** Data to examine follows **
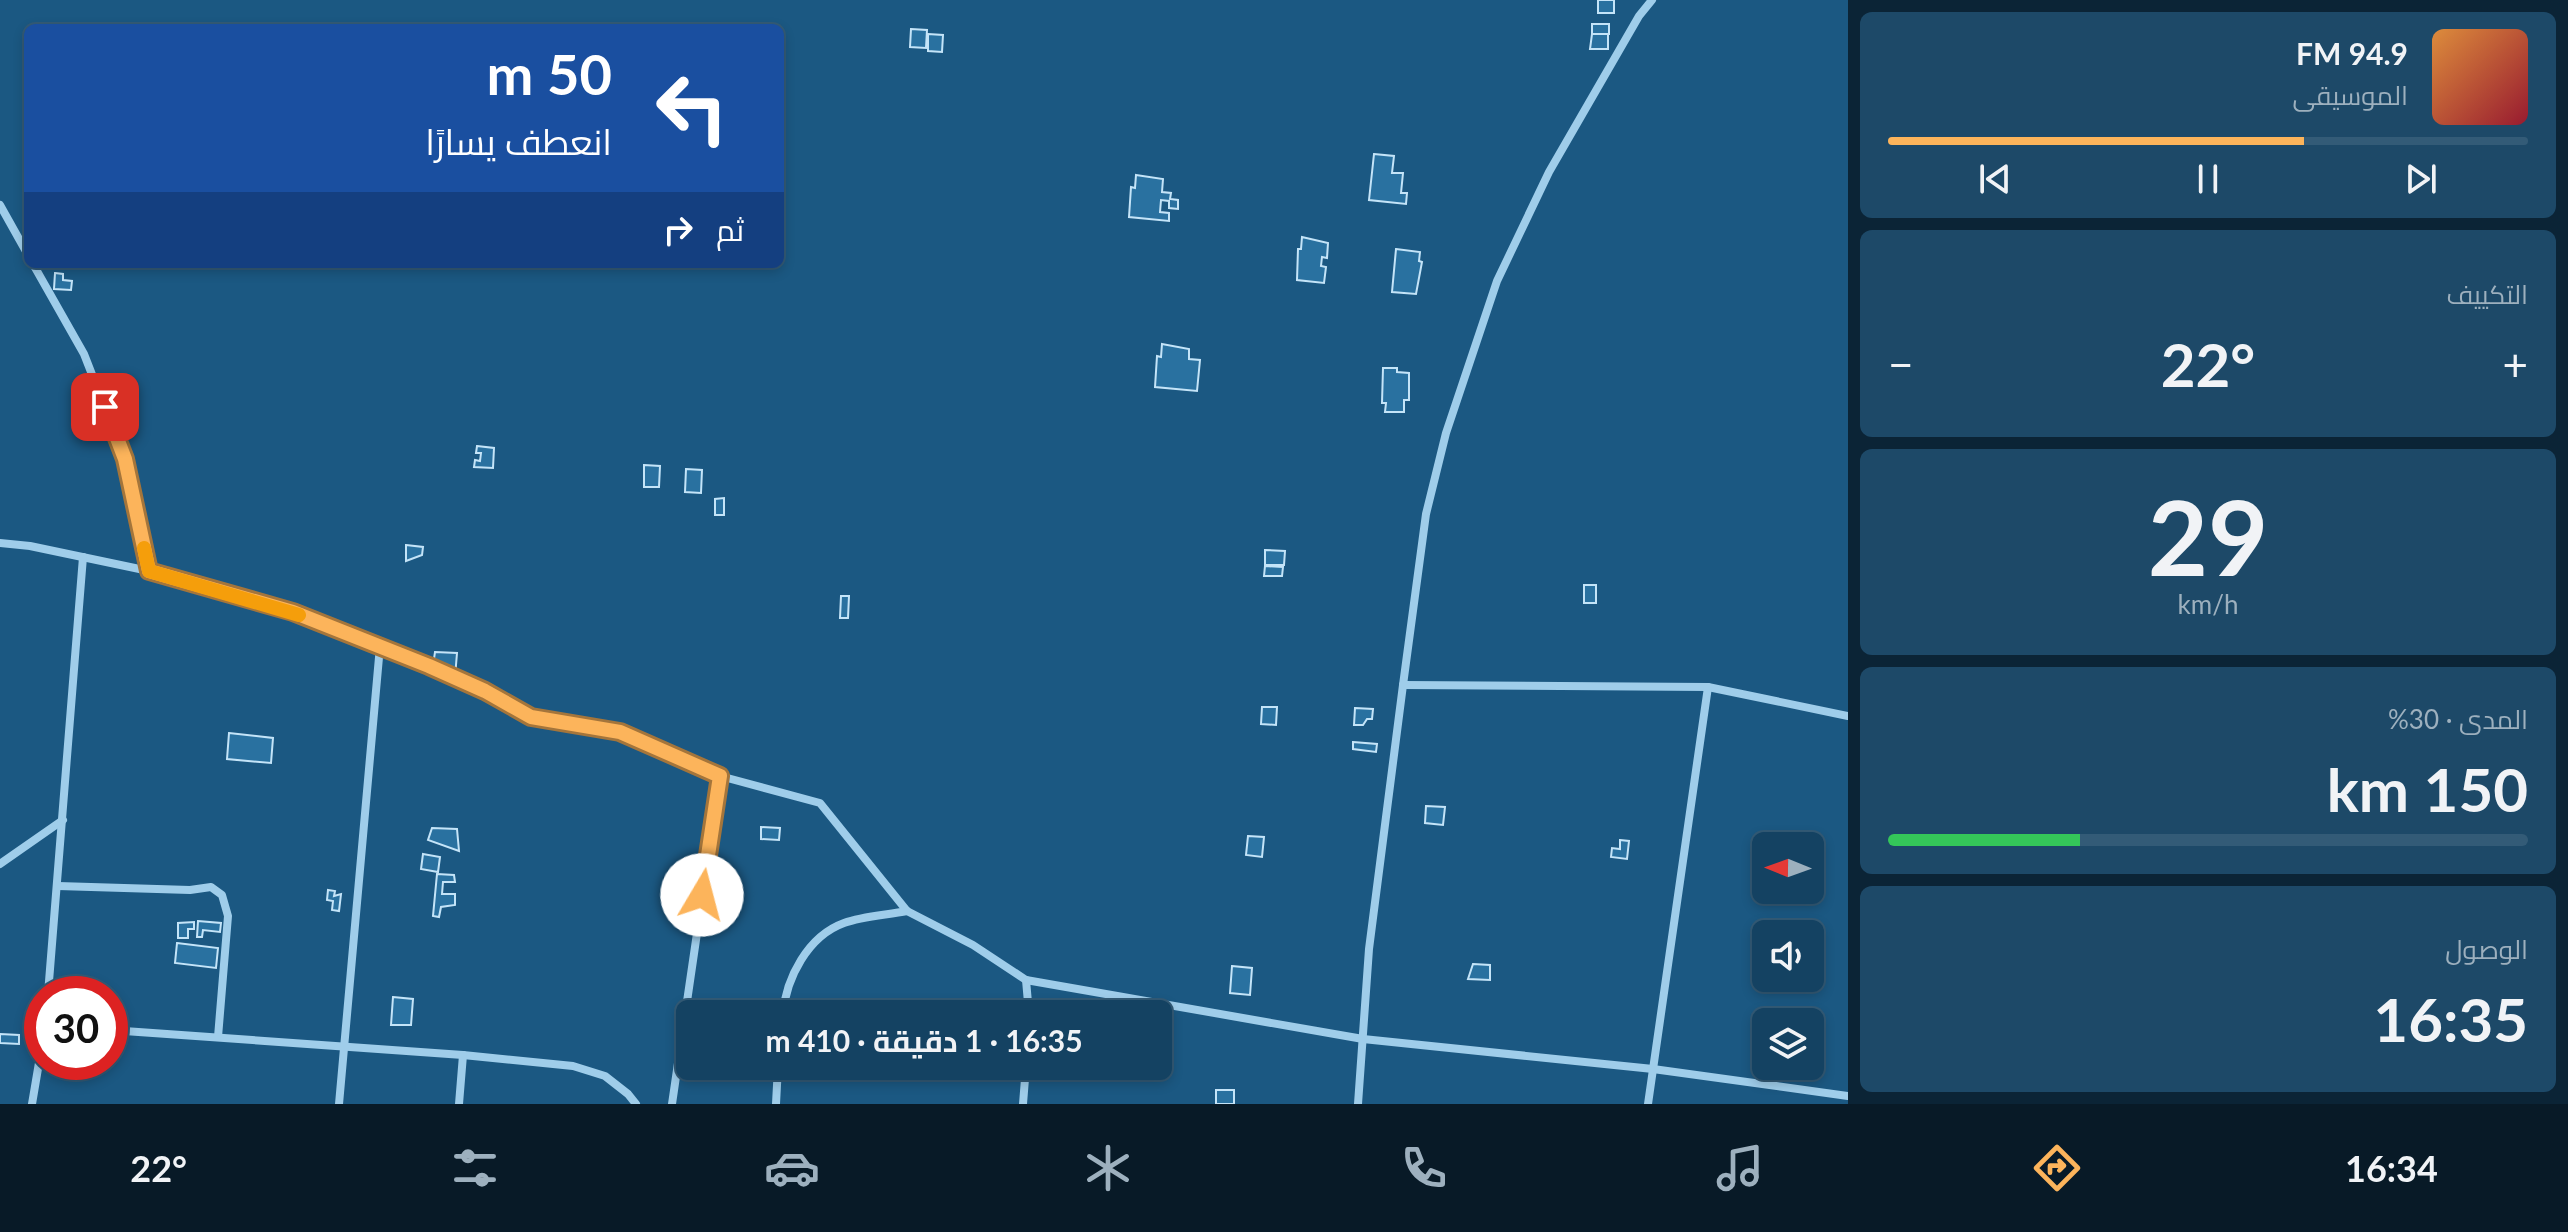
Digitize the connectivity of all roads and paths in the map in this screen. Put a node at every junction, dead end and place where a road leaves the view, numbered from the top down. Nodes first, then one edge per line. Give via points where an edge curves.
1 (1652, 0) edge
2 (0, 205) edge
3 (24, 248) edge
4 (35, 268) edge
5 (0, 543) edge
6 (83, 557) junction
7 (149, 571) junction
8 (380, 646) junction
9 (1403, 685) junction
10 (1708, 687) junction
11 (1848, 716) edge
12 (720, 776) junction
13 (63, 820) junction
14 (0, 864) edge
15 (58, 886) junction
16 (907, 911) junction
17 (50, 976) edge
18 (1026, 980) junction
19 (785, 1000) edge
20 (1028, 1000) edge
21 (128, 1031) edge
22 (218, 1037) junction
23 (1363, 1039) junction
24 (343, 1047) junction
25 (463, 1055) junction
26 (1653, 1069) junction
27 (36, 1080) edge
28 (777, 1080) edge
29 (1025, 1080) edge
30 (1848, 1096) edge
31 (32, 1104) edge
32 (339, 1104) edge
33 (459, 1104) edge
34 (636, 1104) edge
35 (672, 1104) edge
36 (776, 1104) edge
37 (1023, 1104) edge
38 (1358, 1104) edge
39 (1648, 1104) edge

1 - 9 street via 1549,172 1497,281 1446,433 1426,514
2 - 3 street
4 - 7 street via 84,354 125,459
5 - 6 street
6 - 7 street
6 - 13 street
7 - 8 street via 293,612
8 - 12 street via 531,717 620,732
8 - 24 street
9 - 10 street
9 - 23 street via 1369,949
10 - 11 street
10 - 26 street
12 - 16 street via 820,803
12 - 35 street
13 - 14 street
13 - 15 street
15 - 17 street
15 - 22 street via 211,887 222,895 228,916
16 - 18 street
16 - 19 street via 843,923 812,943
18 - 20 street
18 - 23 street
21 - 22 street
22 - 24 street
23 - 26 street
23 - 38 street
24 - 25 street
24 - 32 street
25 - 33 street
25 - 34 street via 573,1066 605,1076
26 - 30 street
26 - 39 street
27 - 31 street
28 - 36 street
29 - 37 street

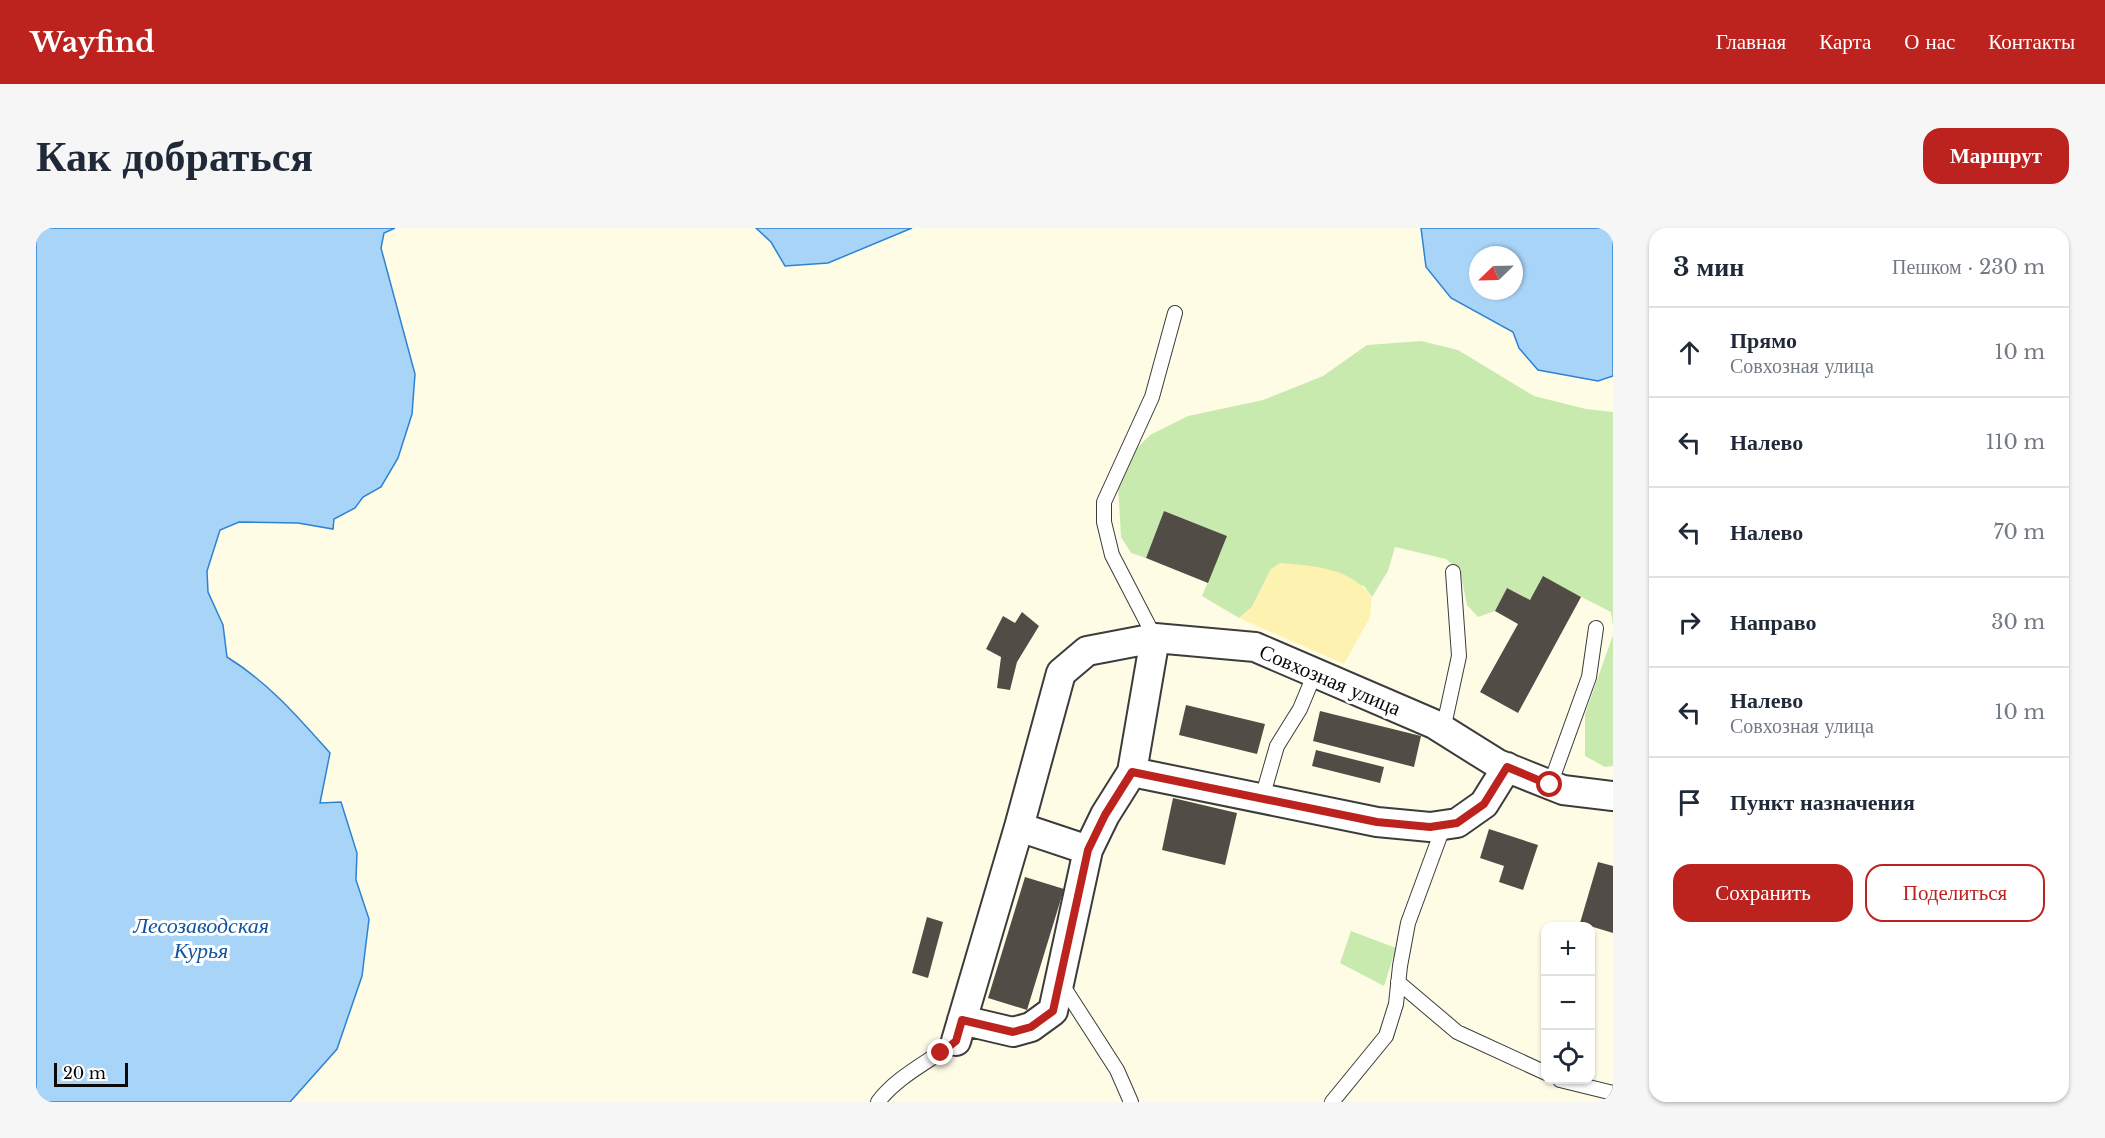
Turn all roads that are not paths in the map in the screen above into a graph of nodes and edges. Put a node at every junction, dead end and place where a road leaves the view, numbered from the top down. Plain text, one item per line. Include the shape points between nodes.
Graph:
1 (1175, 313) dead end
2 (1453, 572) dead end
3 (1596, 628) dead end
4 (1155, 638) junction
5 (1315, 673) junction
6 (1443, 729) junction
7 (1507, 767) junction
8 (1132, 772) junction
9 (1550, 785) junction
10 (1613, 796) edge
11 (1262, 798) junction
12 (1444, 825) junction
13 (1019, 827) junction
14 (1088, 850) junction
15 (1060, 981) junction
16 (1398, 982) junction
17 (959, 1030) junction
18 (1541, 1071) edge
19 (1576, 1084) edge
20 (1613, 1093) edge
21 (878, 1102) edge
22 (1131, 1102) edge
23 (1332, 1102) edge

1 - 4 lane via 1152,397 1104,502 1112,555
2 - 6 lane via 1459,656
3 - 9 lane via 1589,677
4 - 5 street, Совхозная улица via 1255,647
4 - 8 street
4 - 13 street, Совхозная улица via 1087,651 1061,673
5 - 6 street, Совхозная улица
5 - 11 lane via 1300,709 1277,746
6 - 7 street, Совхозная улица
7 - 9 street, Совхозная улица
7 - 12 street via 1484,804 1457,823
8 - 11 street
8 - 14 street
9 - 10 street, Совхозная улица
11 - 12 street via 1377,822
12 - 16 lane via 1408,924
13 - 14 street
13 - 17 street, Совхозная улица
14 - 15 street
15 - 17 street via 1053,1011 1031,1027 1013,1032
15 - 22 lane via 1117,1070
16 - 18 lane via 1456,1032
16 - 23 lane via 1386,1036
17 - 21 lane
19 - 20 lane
** End of Data to examine **
■ **Assigned task**
Return each record above as it stands. Pictures stay out.

■ **Output**
Digitize the connectivity of all roads and paths in the map in this screen. Put a node at every junction, dead end and place where a road leaves the view, numbered from the top down. Nodes first, then one edge per line. Give via points where an edge curves.
1 (1652, 0) edge
2 (0, 205) edge
3 (24, 248) edge
4 (35, 268) edge
5 (0, 543) edge
6 (83, 557) junction
7 (149, 571) junction
8 (380, 646) junction
9 (1403, 685) junction
10 (1708, 687) junction
11 (1848, 716) edge
12 (720, 776) junction
13 (63, 820) junction
14 (0, 864) edge
15 (58, 886) junction
16 (907, 911) junction
17 (50, 976) edge
18 (1026, 980) junction
19 (785, 1000) edge
20 (1028, 1000) edge
21 (128, 1031) edge
22 (218, 1037) junction
23 (1363, 1039) junction
24 (343, 1047) junction
25 (463, 1055) junction
26 (1653, 1069) junction
27 (36, 1080) edge
28 (777, 1080) edge
29 (1025, 1080) edge
30 (1848, 1096) edge
31 (32, 1104) edge
32 (339, 1104) edge
33 (459, 1104) edge
34 (636, 1104) edge
35 (672, 1104) edge
36 (776, 1104) edge
37 (1023, 1104) edge
38 (1358, 1104) edge
39 (1648, 1104) edge

1 - 9 street via 1549,172 1497,281 1446,433 1426,514
2 - 3 street
4 - 7 street via 84,354 125,459
5 - 6 street
6 - 7 street
6 - 13 street
7 - 8 street via 293,612
8 - 12 street via 531,717 620,732
8 - 24 street
9 - 10 street
9 - 23 street via 1369,949
10 - 11 street
10 - 26 street
12 - 16 street via 820,803
12 - 35 street
13 - 14 street
13 - 15 street
15 - 17 street
15 - 22 street via 211,887 222,895 228,916
16 - 18 street
16 - 19 street via 843,923 812,943
18 - 20 street
18 - 23 street
21 - 22 street
22 - 24 street
23 - 26 street
23 - 38 street
24 - 25 street
24 - 32 street
25 - 33 street
25 - 34 street via 573,1066 605,1076
26 - 30 street
26 - 39 street
27 - 31 street
28 - 36 street
29 - 37 street

Turn all roads that are not paths in the map in the screen above into a graph of nodes and edges. Put a node at every junction, dead end and place where a road leaves the view, numbered from the top down. Plain text, one item per line. Include the shape points between nodes.
Graph:
1 (1175, 313) dead end
2 (1453, 572) dead end
3 (1596, 628) dead end
4 (1155, 638) junction
5 (1315, 673) junction
6 (1443, 729) junction
7 (1507, 767) junction
8 (1132, 772) junction
9 (1550, 785) junction
10 (1613, 796) edge
11 (1262, 798) junction
12 (1444, 825) junction
13 (1019, 827) junction
14 (1088, 850) junction
15 (1060, 981) junction
16 (1398, 982) junction
17 (959, 1030) junction
18 (1541, 1071) edge
19 (1576, 1084) edge
20 (1613, 1093) edge
21 (878, 1102) edge
22 (1131, 1102) edge
23 (1332, 1102) edge

1 - 4 lane via 1152,397 1104,502 1112,555
2 - 6 lane via 1459,656
3 - 9 lane via 1589,677
4 - 5 street, Совхозная улица via 1255,647
4 - 8 street
4 - 13 street, Совхозная улица via 1087,651 1061,673
5 - 6 street, Совхозная улица
5 - 11 lane via 1300,709 1277,746
6 - 7 street, Совхозная улица
7 - 9 street, Совхозная улица
7 - 12 street via 1484,804 1457,823
8 - 11 street
8 - 14 street
9 - 10 street, Совхозная улица
11 - 12 street via 1377,822
12 - 16 lane via 1408,924
13 - 14 street
13 - 17 street, Совхозная улица
14 - 15 street
15 - 17 street via 1053,1011 1031,1027 1013,1032
15 - 22 lane via 1117,1070
16 - 18 lane via 1456,1032
16 - 23 lane via 1386,1036
17 - 21 lane
19 - 20 lane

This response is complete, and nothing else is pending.